While Jameson created twenty-nine images of northern Lake Huron, guides, travel and other books tend to reprint the same set (such as those included above); as with the textual excerpts, they re/produce a particular visual knowledge. Such excerpted practices demonstrate the dialectical relationship we continue to navigate politically, territorially, and culturally, between an imagined and constructed ‘wilderness’ and the ‘sanctification’ of settler/tourist contact. The tourist, like the settler, navigates this dialectic, continually seeking the “freshness and innocence” of the wild north, and like Jameson seeks to sanctify it with contact – indeed wilderness parks are maintained by the economic and cultural impetus of recreation and support the touristic incursion.
Jameson’s literary and artistic productions fit squarely into the dominant representational practices of her time: travellers, artists, surveyors, anthropologists, and geographers catalogued areas of the ‘new world’ within categories such as natural history, geology, and local culture (the former and the latter often related). Jameson’s northern images fall within particular categories: ethnographic images (of Indians and their habitations), landscapes, and images that displayed western incursions into this landscape – such as her image of the fortifications at Michillmackinac or her most famous image Canoe on Lake Huron in which she inserted herself imaginatively and physically into the landscape. Like Jameson, many contemporary tourists seek out, observe, and document the “strange things” – the ‘indian’ and the wigwam – and also seek to insert themselves into an ‘otherwise empty’ landscape by their presence and the photographic record. Jameson may not have wanted to be known as a tourist, but her images and textual excerpts have fed the imagination of tourists since the first edition of Winter Studies and Summer Rambles.
Jameson, Mrs. 1838. Winter Studies and Summer Rambles in Canada. Volumes 1-111. London: Saunders and Otley.

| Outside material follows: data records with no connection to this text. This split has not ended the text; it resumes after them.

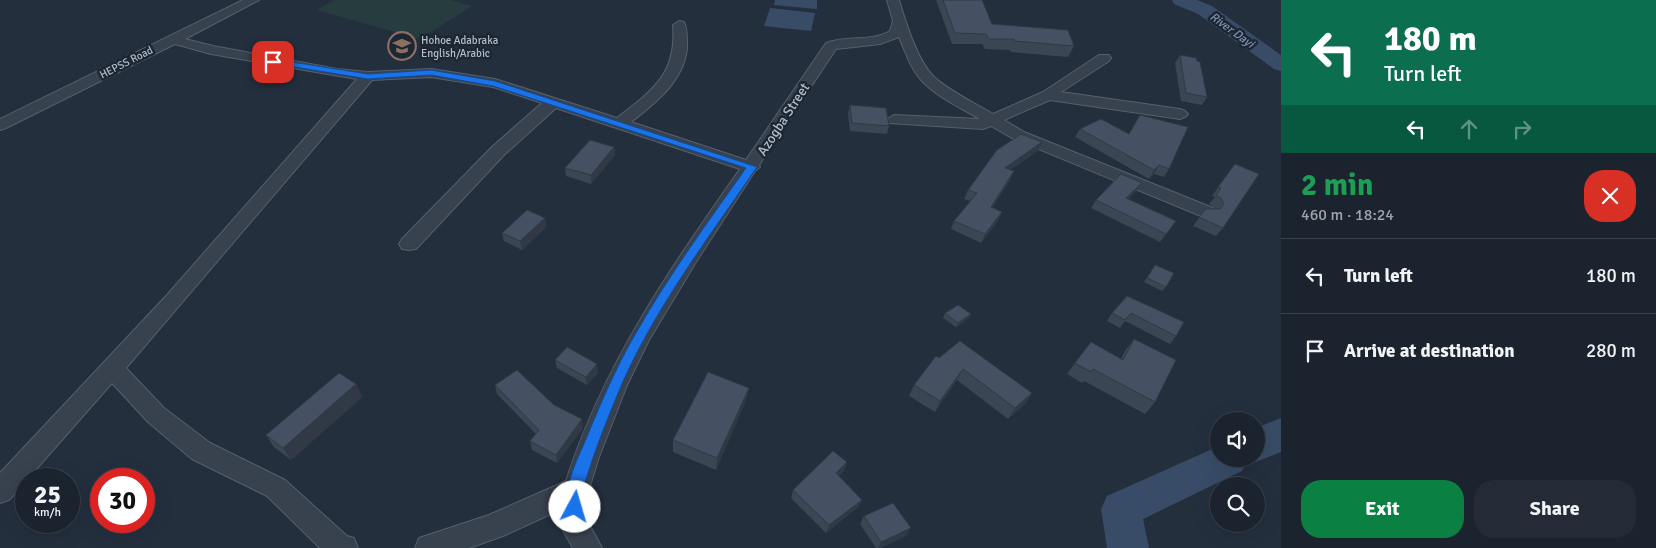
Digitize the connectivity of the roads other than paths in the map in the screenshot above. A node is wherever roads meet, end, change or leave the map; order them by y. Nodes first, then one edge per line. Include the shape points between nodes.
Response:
1 (252, 0) edge
2 (893, 0) edge
3 (679, 25) dead end
4 (900, 25) junction
5 (172, 39) junction
6 (1104, 58) dead end
7 (368, 76) junction
8 (1048, 95) junction
9 (553, 102) junction
10 (1180, 114) dead end
11 (894, 120) dead end
12 (992, 120) junction
13 (620, 124) junction
14 (0, 125) edge
15 (752, 167) junction
16 (1208, 212) edge
17 (409, 244) dead end
18 (113, 369) junction
19 (576, 489) junction
20 (0, 491) edge
21 (344, 548) edge
22 (429, 548) edge
23 (588, 548) edge

1 - 5 street, HEPSS Road
2 - 4 street
3 - 13 street via 678,60 649,101
4 - 12 street via 928,79
4 - 15 street, Azogba Street via 898,32 889,37 831,46
5 - 7 street via 273,62
5 - 14 street, HEPSS Road
6 - 8 street
7 - 9 street via 431,73 455,76 495,83
7 - 18 street
8 - 10 street
8 - 12 street
9 - 13 street
9 - 17 street via 510,140
11 - 12 street via 976,125
12 - 16 street via 1050,149
13 - 15 street
15 - 19 street, Azogba Street via 689,257 640,336 615,385
18 - 20 street
18 - 21 street via 156,415 201,451 276,488 339,547
19 - 22 street via 493,527
19 - 23 street, Azogba Street via 574,525

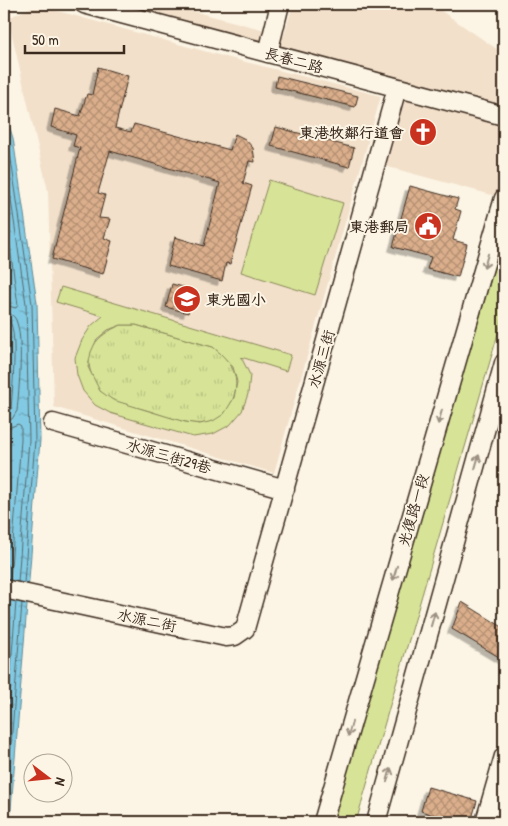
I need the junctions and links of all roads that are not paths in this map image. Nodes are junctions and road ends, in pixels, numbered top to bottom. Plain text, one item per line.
1 (84, 4) edge
2 (280, 4) edge
3 (268, 53) junction
4 (397, 88) junction
5 (504, 116) edge
6 (504, 198) edge
7 (504, 364) edge
8 (53, 423) dead end
9 (285, 489) junction
10 (4, 589) edge
11 (245, 629) joint
12 (504, 756) edge
13 (323, 822) edge
14 (376, 822) edge
15 (485, 822) edge

1 - 3 street, 長春二路
2 - 3 street
3 - 4 street, 長春二路
4 - 5 street, 長春二路
4 - 9 street, 水源三街
6 -> 13 street, 光復路一段
14 -> 7 street
8 - 9 street, 水源三街29巷
9 - 11 street, 水源三街
10 - 11 street, 水源二街
12 - 15 street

Jameson, Mrs. 1852. Sketches in Canada, and Rambles among the Red Men. London: Longman, Brown, Green, and Longmans
Thanks for submitting this fascinating article. Anna Brownell Jameson’s writing is a terrific source for environmental historians. I can’t recall whether or not Claire Campbell makes use of it in her book, Shaped by the West Wind. Nevertheless, your study of the subsequent use of her writing and sketches for tourism promotion is excellent. I’m sure others can point to examples of this type of cultural selection in tourism from elsewhere in Canada. The work of Emily Carr in BC, for example?